On sait que les premiers chrétiens, devenus, sous Constantin, maîtres de l’empire, trouvant les temples païens trop petits pour les nouveaux rites, s’emparèrent partout des salles de justice, et les convertirent en églises. De là le nom de basiliques, que portent encore les temples métropolitains, car les chrétiens ne se firent pas scrupule de prendre les noms avec les choses, et d’employer à leur usage les mots de diocèse, de vicaire, de concile, de dalmatique, et tant d’autres encore, qui avaient eu, bien avant eux, leur sens et leur emploi. Cette circonstance donne un intérêt tout particulier aux débris de la basilique de Pompeï. En la voyant, et dès le premier coup d’œil, on est frappé de la ressemblance qu’ont avec les anciens tribunaux romains les nouveaux édifices religieux, et l’on reconnaît aussitôt l’origine de ces derniers. Sauf les deux ailes ou nefs latérales, ajoutées dans les temples modernes pour former la croix grecque ou latine ; sauf encore l’élévation des nefs et des voûtes en ogives que les chrétiens ont dressées sur les colones de l’ancien portique, l’église est une basilique. Il y a plus : les églises un peu vieilles, où l’art à sa renaissance n’a point épuisé tous ses raffinemens, où l’on ne trouve encore ni la croix, ni l’ogive, sont précisément des basiliques ; rien de plus, rien de moins. Que l’on voie, par exemple, la basilica di Monreale, en Sicile, bâtie, dans le XIIe siècle, par le Normand Guillaume-le-Bon, ou la capella del Real Palazzo, ou la cathédrale de Cefalu : ce sont de vraies basiliques romaines. Dans la capitale même du monde chrétien, à Rome, l’ancien Saint-Paul, San-Pancracio, Santa-Cecilia, San-Pietro in Vincula, sont aussi des basiliques. Cette dernière église principalement, où tous les étrangers vont admirer le prodigieux Moïse de Michel-Ange, et qui mériterait, même sans cet incomparable chef-d’œuvre, une visite attentive, reproduit fidèlement, dans sa forme, dans ses deux rangées latérales de lourdes colonnes, dans son maître-autel semi-circulaire, l’aspect général et jusqu’aux détails de la basilique de Pompeï. Cette comparaison, et la parfaite ressemblance qu’elle établit, sont d’un intérêt considérable dans l’histoire de l’architecture.

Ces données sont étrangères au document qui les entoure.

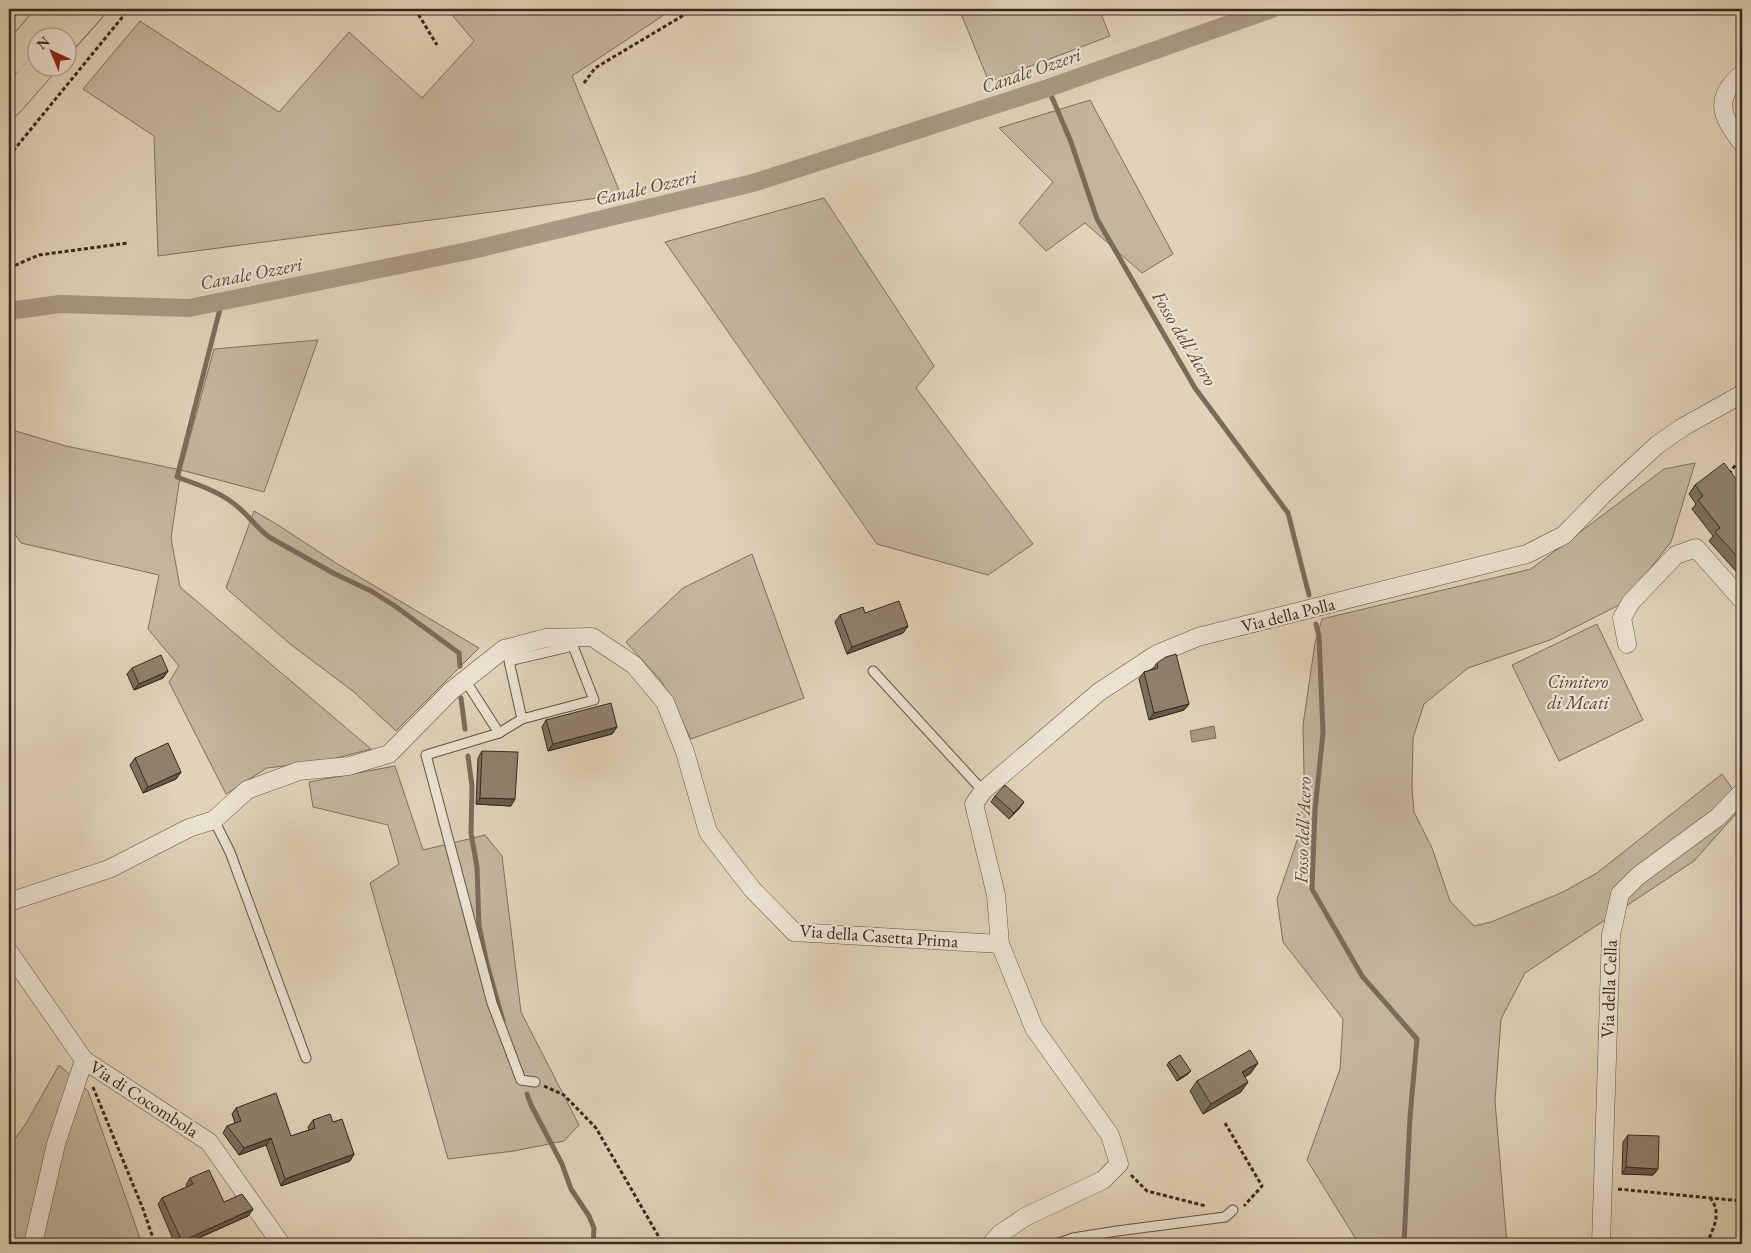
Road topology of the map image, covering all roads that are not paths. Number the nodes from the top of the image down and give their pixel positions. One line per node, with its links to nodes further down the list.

Après les édifices que je viens de citer, à savoir, les théâtres, les temples, le forum, les écoles, la donation d’Eumachia et la basilique, il ne reste plus à mentionner de monumens proprement dits, si ce n’est les thermes, ou bains publics. La description, même sommaire, de ces monumens serait inutile, car les thermes de Pompeï ressemblent à ceux qu’on a retrouvés partout. C’est toujours la grande antichambre à petites niches, où l’on quittait et reprenait ses habits, puis la vaste baignoire commune, où l’eau se renouvelait lentement, mais sans cesse, par un courant qu’amenaient des tuyaux fermés de robinets. Ce qui donne néanmoins une grande valeur aux thermes de Pompeï, c’est que, tandis que tous les autres édifices de la ville ensevelie se trouvent sans toiture, on a pu conserver intacte, avec tous ses ornemens peints ou sculptés, une grande partie de la voûte qui couvrait la salle de bain. Aussi est-ce là de préférence que les voyageurs vont prendre un peu de repos, et manger à l’ombre la collation qu’ils ont apportée. C’est également là que les ouvriers des fouilles viennent leur offrir quelque citron, quelque figue ou quelque bouquet cueilli dans les ruines.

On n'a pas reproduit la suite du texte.